*YOUR OBJECTIVE*. For the material that follows, state the number of lines where "旭名寄線" occurs, and add nothing.

*EXERCISE INPUT*.
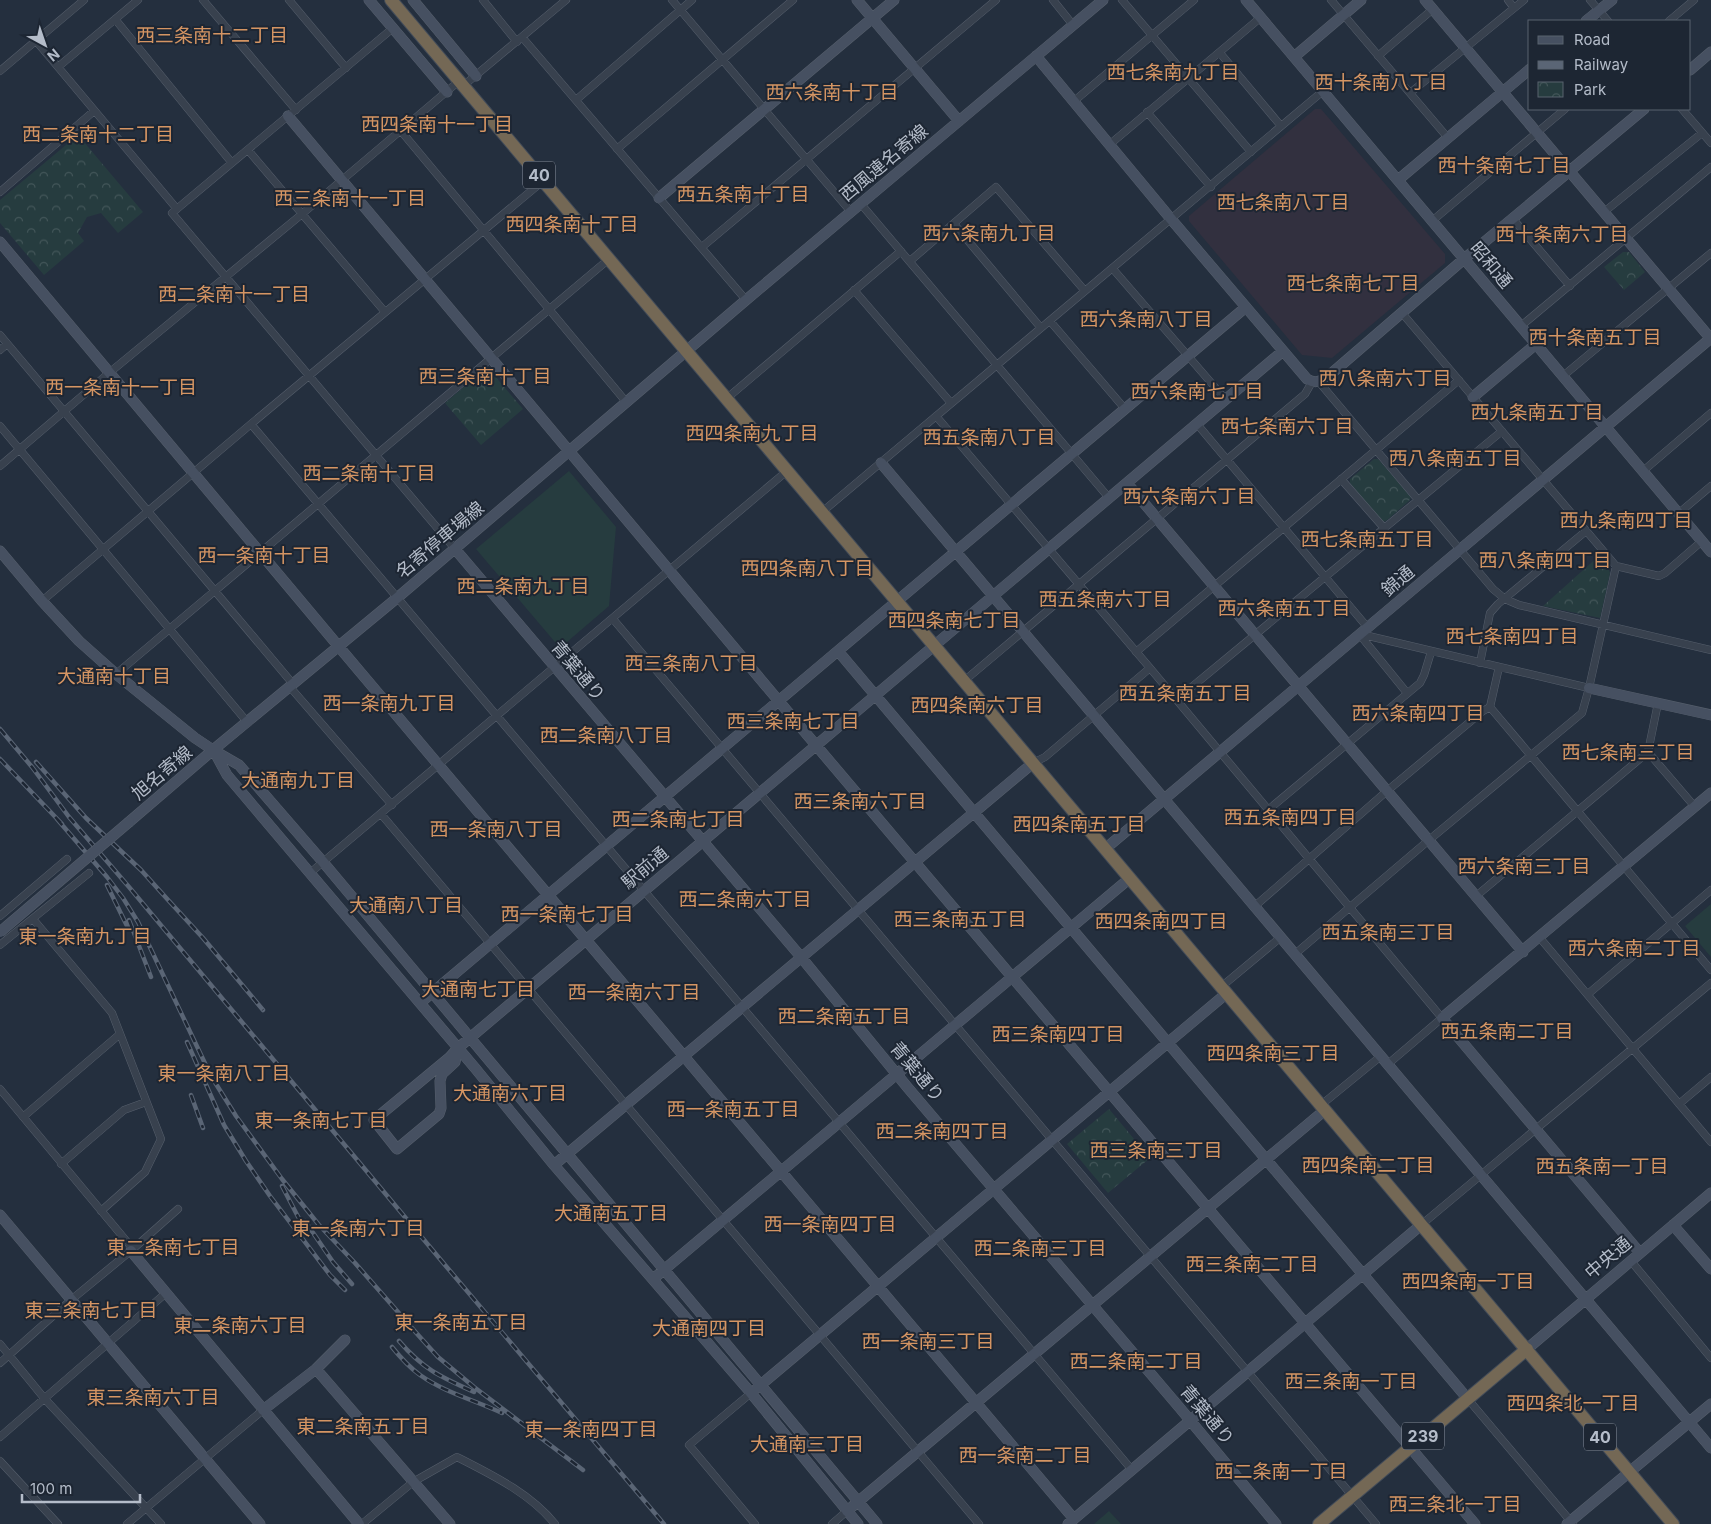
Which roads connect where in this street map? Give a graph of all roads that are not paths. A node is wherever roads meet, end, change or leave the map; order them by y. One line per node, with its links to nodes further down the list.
1 (84, 0): 44 (street)
2 (138, 0): 36 (street)
3 (204, 0): 73 (street)
4 (289, 0): 53 (street)
5 (369, 0): 41 (street)
6 (391, 0): 60 (highway, 40)
7 (413, 0): 58 (street)
8 (483, 0): 43 (street)
9 (566, 0): 43 (street)
10 (672, 0): 31 (street)
11 (692, 0): 31 (street)
12 (793, 0): 51 (street)
13 (857, 0): 34 (street)
14 (894, 0): 34 (street)
15 (996, 0): 54 (street)
16 (1053, 0): 40 (street)
17 (1104, 0): 40 (street, 西風連名寄線)
18 (1122, 0): 42 (street)
19 (1194, 0): 42 (street)
20 (1246, 0): 35 (street, 昭和通)
21 (1331, 0): 33 (street)
22 (1361, 0): 33 (street)
23 (1425, 0): 30 (street)
24 (1508, 0): 29 (street)
25 (1524, 0): 29 (street)
26 (1590, 0): 32 (street)
27 (1612, 0): 32 (street)
28 (1694, 0): 39 (street)
29 (1514, 8): 45 (street)
30 (1433, 9): 45 (street); 49 (street)
31 (680, 10): 51 (street); 65 (street)
32 (1599, 11): 37 (street); 38 (street)
33 (1343, 15): 49 (street); 50 (street)
34 (872, 18): 54 (street); 67 (street)
35 (1260, 18): 47 (street); 50 (street, 昭和通)
36 (115, 19): 52 (street); 86 (street)
37 (1587, 20)
38 (1607, 20)
39 (1670, 20)
40 (1073, 25): 48 (street, 西風連名寄線)
41 (393, 28): 53 (street); 62 (street)
42 (1152, 36): 59 (street); 66 (street)
43 (520, 39): 58 (street); 65 (street)
44 (36, 41): 52 (street); 56 (street)
45 (1466, 48): 63 (street); 64 (street)
46 (1711, 52): 55 (street)
47 (1220, 53): 59 (street); 75 (street)
48 (1036, 56): 66 (street); 74 (street, 西風連名寄線)
49 (1378, 56): 64 (street)
50 (1294, 57): 61 (street, 昭和通)
51 (722, 59): 67 (street); 82 (street)
52 (58, 67): 71 (street)
53 (346, 68): 73 (street)
54 (914, 68): 74 (street); 85 (street)
55 (1691, 69)
56 (0, 71)
57 (1528, 71): 63 (street)
58 (476, 76): 60 (street)
59 (1188, 78): 72 (street); 84 (street)
60 (461, 84): 62 (street); 91 (highway, 40)
61 (1323, 91): 75 (street); 90 (street, 昭和通)
62 (446, 92): 76 (street)
63 (1502, 92): 77 (street); 79 (street)
64 (1410, 93): 79 (street)
65 (576, 100): 82 (street)
66 (1073, 102): 81 (street)
67 (764, 110): 85 (street); 94 (street)
68 (1564, 110): 77 (street)
69 (1643, 110): 88 (street)
70 (1683, 110): 78 (street)
71 (94, 111): 93 (street); 96 (street)
72 (1147, 112): 81 (street); 92 (street)
73 (292, 113): 83 (street); 89 (street)
74 (959, 121): 95 (street, 西風連名寄線)
75 (1281, 126): 84 (street)
76 (400, 131): 89 (street); 104 (street)
77 (1537, 133): 88 (street); 102 (street)
78 (1702, 133): 80 (street); 98 (street)
79 (1448, 138): 90 (street)
80 (1711, 143)
81 (1110, 145): 100 (street)
82 (616, 148): 94 (street)
83 (248, 150): 86 (street); 99 (street)
84 (1251, 152): 92 (street)
85 (806, 159): 97 (street); 107 (street)
86 (232, 163): 96 (street)
87 (1711, 167): 105 (street)
88 (1569, 171): 98 (street); 101 (street)
89 (342, 180): 99 (street); 115 (street)
90 (1398, 180): 102 (street, 昭和通)
91 (543, 181): 104 (street); 110 (highway, 40)
92 (1211, 186): 100 (street)
93 (0, 192)
94 (659, 198): 107 (street)
95 (861, 204): 97 (street, 西風連名寄線); 108 (street)
96 (177, 209): 114 (street)
97 (851, 212): 120 (street, 西風連名寄線)
98 (1604, 212): 105 (street)
99 (302, 214): 114 (street); 123 (street)
100 (1171, 219): 113 (street); 121 (street)
101 (1513, 219): 111 (street); 116 (street)
102 (1432, 221): 111 (street, 昭和通)
103 (954, 224): 112 (street); 119 (street); 127 (street)
104 (485, 231): 115 (street); 122 (street)
105 (1626, 239): 116 (street); 117 (street)
106 (0, 242): 138 (street)
107 (702, 247): 120 (street)
108 (901, 251): 112 (street); 118 (street)
109 (1711, 253): 117 (street)
110 (609, 258): 122 (street); 133 (highway, 40)
111 (1464, 259): 124 (street); 126 (street, 昭和通)
112 (910, 261): 137 (street)
113 (1112, 268): 119 (street); 135 (street)
114 (226, 276): 138 (street); 139 (street)
115 (426, 279): 123 (street); 136 (street)
116 (1570, 286): 126 (street)
117 (1668, 289): 129 (street); 140 (street)
118 (854, 290): 144 (street); 147 (street)
119 (1085, 292): 125 (street)
120 (746, 300): 133 (street, 西風連名寄線)
121 (1246, 307): 134 (street); 135 (street)
122 (549, 309): 136 (street); 146 (street)
123 (385, 312): 139 (street)
124 (1402, 313): 141 (street); 142 (street)
125 (1050, 321): 127 (street); 148 (street)
126 (1521, 326): 131 (street, 昭和通)
127 (1041, 328): 137 (street)
128 (0, 335): 130 (street)
129 (1711, 339): 155 (street, 錦通)
130 (8, 344): 132 (street); 149 (street)
131 (1536, 344): 140 (street, 昭和通); 143 (street)
132 (0, 350)
133 (686, 351): 144 (highway, 40); 146 (street, 名寄停車場線)
134 (1283, 351): 142 (street); 145 (street, 駅前通)
135 (1188, 356): 145 (street); 148 (street)
136 (492, 358): 159 (street); 161 (street)
137 (997, 365): 147 (street); 160 (street)
138 (109, 373): 149 (street); 167 (street)
139 (309, 375): 152 (street); 161 (street)
140 (1563, 376): 155 (street, 昭和通)
141 (1459, 380): 143 (street); 158 (street)
142 (1316, 382): 158 (street); 162 (street)
143 (1473, 397): 156 (street)
144 (726, 399): 165 (highway, 40)
145 (1226, 400): 153 (street, 駅前通)
146 (627, 403): 159 (street, 名寄停車場線)
147 (951, 404): 151 (street)
148 (1125, 409): 160 (street)
149 (64, 411): 157 (street); 176 (street)
150 (1711, 413): 166 (street)
151 (936, 416): 163 (street); 175 (street)
152 (251, 424): 167 (street); 174 (street)
153 (1197, 424): 162 (street); 170 (street, 駅前通)
154 (0, 426): 157 (street)
155 (1606, 427): 166 (street, 昭和通); 169 (street, 錦通)
156 (1502, 431): 169 (street); 173 (street)
157 (20, 450): 164 (street); 187 (street)
158 (1376, 450): 168 (street); 173 (street)
159 (570, 452): 184 (street, 名寄停車場線); 193 (street)
160 (1071, 454): 172 (street); 175 (street)
161 (376, 455): 174 (street); 184 (street)
162 (1227, 460): 179 (street); 180 (street)
163 (881, 463): 177 (street); 190 (street)
164 (0, 466)
165 (787, 471): 177 (highway, 40); 193 (street)
166 (1643, 471): 178 (street, 昭和通)
167 (194, 473): 176 (street); 189 (street)
168 (1341, 479): 180 (street); 181 (street)
169 (1544, 480): 182 (street); 186 (street, 錦通)
170 (1127, 483): 172 (street, 駅前通); 179 (street)
171 (1711, 486): 178 (street)
172 (1109, 498): 185 (street, 駅前通)
173 (1419, 500): 181 (street); 186 (street)
174 (318, 504): 189 (street); 199 (street)
175 (1011, 505): 185 (street); 190 (street)
176 (148, 512): 187 (street); 197 (street)
177 (822, 512): 202 (highway, 40)
178 (1678, 513): 183 (street, 昭和通)
179 (1158, 519): 195 (street); 196 (street)
180 (1283, 527): 194 (street); 196 (street)
181 (1384, 528): 194 (street)
182 (1586, 531): 192 (street); 200 (street)
183 (1702, 541): 191 (street, 昭和通); 192 (street)
184 (455, 549): 199 (street, 名寄停車場線); 217 (street, 青葉通り)
185 (1048, 549): 195 (street); 198 (street, 駅前通)
186 (1460, 549): 200 (street); 206 (street, 錦通)
187 (104, 550): 201 (street); 205 (street)
188 (0, 551): 201 (street, 旭名寄線)
189 (260, 552): 197 (street); 210 (street)
190 (956, 552): 198 (street); 202 (street)
191 (1711, 552)
192 (1616, 566): 204 (street)
193 (671, 570): 203 (street); 227 (street)
194 (1325, 576): 206 (street); 208 (street)
195 (1079, 585): 207 (street); 213 (street)
196 (1214, 585): 208 (street); 213 (street)
197 (214, 591): 205 (street); 222 (street)
198 (993, 596): 207 (street); 209 (street, 駅前通)
199 (397, 598): 210 (street, 名寄停車場線); 232 (street)
200 (1505, 599): 204 (street); 215 (street)
201 (42, 601): 219 (street, 旭名寄線)
202 (896, 602): 209 (highway, 40); 212 (street)
203 (613, 619): 217 (street); 236 (street)
204 (1602, 624): 211 (street); 223 (street)
205 (169, 628): 219 (street); 233 (street)
206 (1364, 631): 214 (street); 221 (street, 錦通); 224 (street)
207 (1024, 632): 220 (street); 230 (street)
208 (1256, 634): 221 (street); 226 (street)
209 (934, 646): 220 (highway, 40); 225 (street, 駅前通)
210 (339, 647): 222 (street, 名寄停車場線); 242 (street)
211 (1711, 650)
212 (838, 651): 225 (street); 227 (street)
213 (1136, 652): 218 (street)
214 (1430, 652): 215 (street); 224 (street)
215 (1480, 663): 216 (street)
216 (1499, 667): 223 (street); 229 (street)
217 (554, 668): 232 (street); 246 (street, 青葉通り)
218 (1150, 668): 226 (street); 230 (street)
219 (116, 674): 237 (street, 旭名寄線)
220 (964, 681): 241 (highway, 40)
221 (1299, 685): 234 (street); 238 (street, 錦通)
222 (292, 686): 233 (street, 名寄停車場線); 248 (street)
223 (1589, 688): 228 (street); 240 (street)
224 (1407, 693): 234 (street)
225 (875, 695): 235 (street, 駅前通); 252 (street)
226 (1176, 700): 238 (street)
227 (779, 701): 235 (street); 236 (street)
228 (1658, 703): 231 (street); 239 (street)
229 (1490, 707): 240 (street); 243 (street)
230 (1094, 715): 241 (street); 247 (street)
231 (1711, 715)
232 (498, 716): 242 (street); 256 (street)
233 (248, 723): 237 (street, 名寄停車場線)
234 (1347, 743): 243 (street); 250 (street)
235 (817, 745): 244 (street, 駅前通); 260 (street)
236 (723, 748): 244 (street); 246 (street)
237 (213, 750): 261 (street); 264 (street); 277 (street, 旭名寄線, bridge)
238 (1220, 752): 247 (street, 錦通); 250 (street)
239 (1648, 752): 249 (street); 251 (street)
240 (1531, 755): 251 (street); 254 (street)
241 (1033, 763): 252 (street); 257 (highway, 40)
242 (438, 765): 248 (street); 268 (street)
243 (1387, 791): 254 (street); 258 (street)
244 (760, 792): 255 (street, 駅前通); 272 (street)
245 (1711, 794): 249 (street)
246 (665, 798): 255 (street, 青葉通り); 256 (street)
247 (1164, 798): 257 (street, 錦通); 270 (street)
248 (392, 805): 253 (street)
249 (1695, 807): 262 (street)
250 (1268, 810): 258 (street)
251 (1578, 811): 262 (street); 269 (street)
252 (974, 813): 260 (street); 276 (street)
253 (381, 814): 261 (street); 281 (street)
254 (1428, 840): 269 (street); 271 (street)
255 (702, 842): 266 (street, 駅前通); 285 (street, 青葉通り)
256 (607, 846): 266 (street); 268 (street)
257 (1105, 849): 265 (highway, 40)
258 (1309, 859): 270 (street); 271 (street)
259 (67, 860): 273 (street)
260 (916, 861): 272 (street); 287 (street)
261 (323, 862): 264 (street); 291 (street)
262 (1624, 866): 275 (street); 279 (street)
263 (90, 873): 274 (street)
264 (310, 873): 293 (street)
265 (1130, 878): 276 (street); 290 (highway, 40)
266 (644, 890): 280 (street, 駅前通); 294 (street)
267 (1711, 890): 275 (street)
268 (548, 896): 280 (street); 281 (street)
269 (1476, 897): 283 (street)
270 (1255, 906): 278 (street)
271 (1350, 908): 284 (street); 295 (street)
272 (858, 909): 285 (street); 296 (street)
273 (0, 916)
274 (33, 919): 282 (street); 297 (street)
275 (1672, 923): 286 (street); 292 (street)
276 (1071, 927): 287 (street); 299 (street)
277 (0, 932)
278 (1280, 937): 284 (street); 290 (street)
279 (1540, 938): 283 (street); 292 (street)
280 (586, 939): 289 (street, 駅前通); 302 (street)
281 (491, 944): 289 (street); 291 (street)
282 (0, 945)
283 (1523, 952): 295 (street)
284 (1296, 954): 303 (street)
285 (801, 957): 294 (street); 305 (street, 青葉通り)
286 (1711, 970)
287 (1013, 976): 296 (street); 308 (street)
288 (1711, 983): 301 (street)
289 (528, 988): 298 (street, 駅前通); 310 (street)
290 (1224, 990): 299 (street); 312 (highway, 40)
291 (432, 994): 293 (street); 298 (street)
292 (1588, 994): 301 (street)
293 (420, 1004): 300 (street)
294 (742, 1006): 302 (street); 314 (street)
295 (1442, 1018): 304 (street); 315 (street)
296 (955, 1024): 305 (street); 316 (street)
297 (120, 1034): 309 (street); 313 (street)
298 (470, 1038): 300 (street); 318 (street)
299 (1168, 1042): 308 (street); 319 (street)
300 (458, 1048): 300 (street); 321 (street)
301 (1632, 1049): 311 (street); 315 (street)
302 (683, 1055): 310 (street); 322 (street)
303 (1381, 1056): 304 (street); 312 (street)
304 (1388, 1064): 323 (street)
305 (897, 1074): 314 (street); 324 (street, 青葉通り)
306 (1711, 1077): 311 (street)
307 (0, 1090): 313 (street)
308 (1110, 1091): 316 (street); 326 (street)
309 (146, 1102): 320 (street); 328 (street)
310 (626, 1104): 318 (street); 330 (street)
311 (1679, 1104): 317 (street)
312 (1323, 1107): 319 (street); 331 (highway, 40)
313 (23, 1118): 320 (street)
314 (839, 1122): 322 (street); 333 (street)
315 (1536, 1129): 323 (street); 335 (street)
316 (1053, 1141): 324 (street); 336 (street)
317 (1711, 1142)
318 (566, 1154): 321 (street); 338 (street)
319 (1266, 1159): 326 (street); 340 (street)
320 (61, 1164): 328 (street)
321 (554, 1165): 341 (street)
322 (781, 1171): 330 (street); 342 (street)
323 (1481, 1175): 331 (street); 344 (street)
324 (994, 1190): 333 (street); 346 (street, 青葉通り)
325 (1711, 1194): 332 (street, 中央通)
326 (1208, 1208): 336 (street); 347 (street)
327 (178, 1209): 334 (street)
328 (101, 1211): 334 (street)
329 (0, 1215): 345 (street)
330 (722, 1219): 338 (street); 348 (street)
331 (1421, 1224): 340 (street); 352 (highway, 40)
332 (1673, 1225): 335 (street, 中央通); 339 (street)
333 (936, 1238): 342 (street); 353 (street)
334 (132, 1250): 343 (street); 345 (street)
335 (1640, 1253): 337 (street, 中央通)
336 (1150, 1256): 346 (street); 358 (street)
337 (1630, 1261): 344 (street, 中央通); 355 (street)
338 (664, 1269): 341 (street); 359 (street)
339 (1711, 1269)
340 (1364, 1275): 347 (street); 362 (street)
341 (652, 1279): 360 (street)
342 (878, 1286): 348 (street); 363 (street)
343 (166, 1293): 350 (street); 365 (street)
344 (1585, 1298): 352 (street, 中央通); 367 (street)
345 (71, 1300): 350 (street); 354 (street)
346 (1092, 1305): 353 (street); 366 (street, 青葉通り)
347 (1306, 1323): 358 (street); 369 (street)
348 (820, 1335): 359 (street); 371 (street)
349 (345, 1340): 357 (street)
350 (107, 1342): 361 (street); 372 (street)
351 (0, 1344): 354 (street)
352 (1527, 1349): 362 (highway, 239); 375 (highway, 40)
353 (1034, 1354): 363 (street); 374 (street)
354 (10, 1355): 356 (street); 361 (street)
355 (1711, 1358)
356 (0, 1363)
357 (316, 1369): 365 (street); 376 (street)
358 (1248, 1372): 366 (street); 377 (street)
359 (761, 1385): 360 (street); 378 (street)
360 (751, 1393): 380 (street); 390 (street)
361 (44, 1398): 368 (street); 379 (street)
362 (1467, 1398): 369 (highway, 239); 382 (street)
363 (976, 1403): 371 (street); 381 (street)
364 (1711, 1404): 367 (street)
365 (264, 1410): 372 (street); 387 (street)
366 (1191, 1421): 374 (street); 395 (street, 青葉通り)
367 (1689, 1422): 370 (street); 375 (street)
368 (0, 1437)
369 (1410, 1447): 377 (highway, 239); 398 (street)
370 (1711, 1448)
371 (919, 1452): 378 (street); 394 (street)
372 (205, 1458): 379 (street); 386 (street)
373 (0, 1462): 383 (street)
374 (1132, 1470): 381 (street)
375 (1629, 1472): 382 (street); 399 (highway, 40)
376 (413, 1482): 387 (street); 388 (street); 389 (street)
377 (1352, 1496): 396 (highway, 239); 397 (street)
378 (858, 1501): 380 (street); 393 (street)
379 (147, 1507): 384 (street); 385 (street)
380 (847, 1511): 391 (street); 392 (street)
381 (1071, 1521)
382 (1571, 1523)
383 (58, 1524)
384 (127, 1524)
385 (161, 1524)
386 (260, 1524)
387 (361, 1524)
388 (450, 1524)
389 (555, 1524)
390 (755, 1524)
391 (832, 1524)
392 (858, 1524)
393 (877, 1524)
394 (979, 1524)
395 (1276, 1524)
396 (1319, 1524)
397 (1376, 1524)
398 (1475, 1524)
399 (1673, 1524)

*OUTPUT BELOW*. 4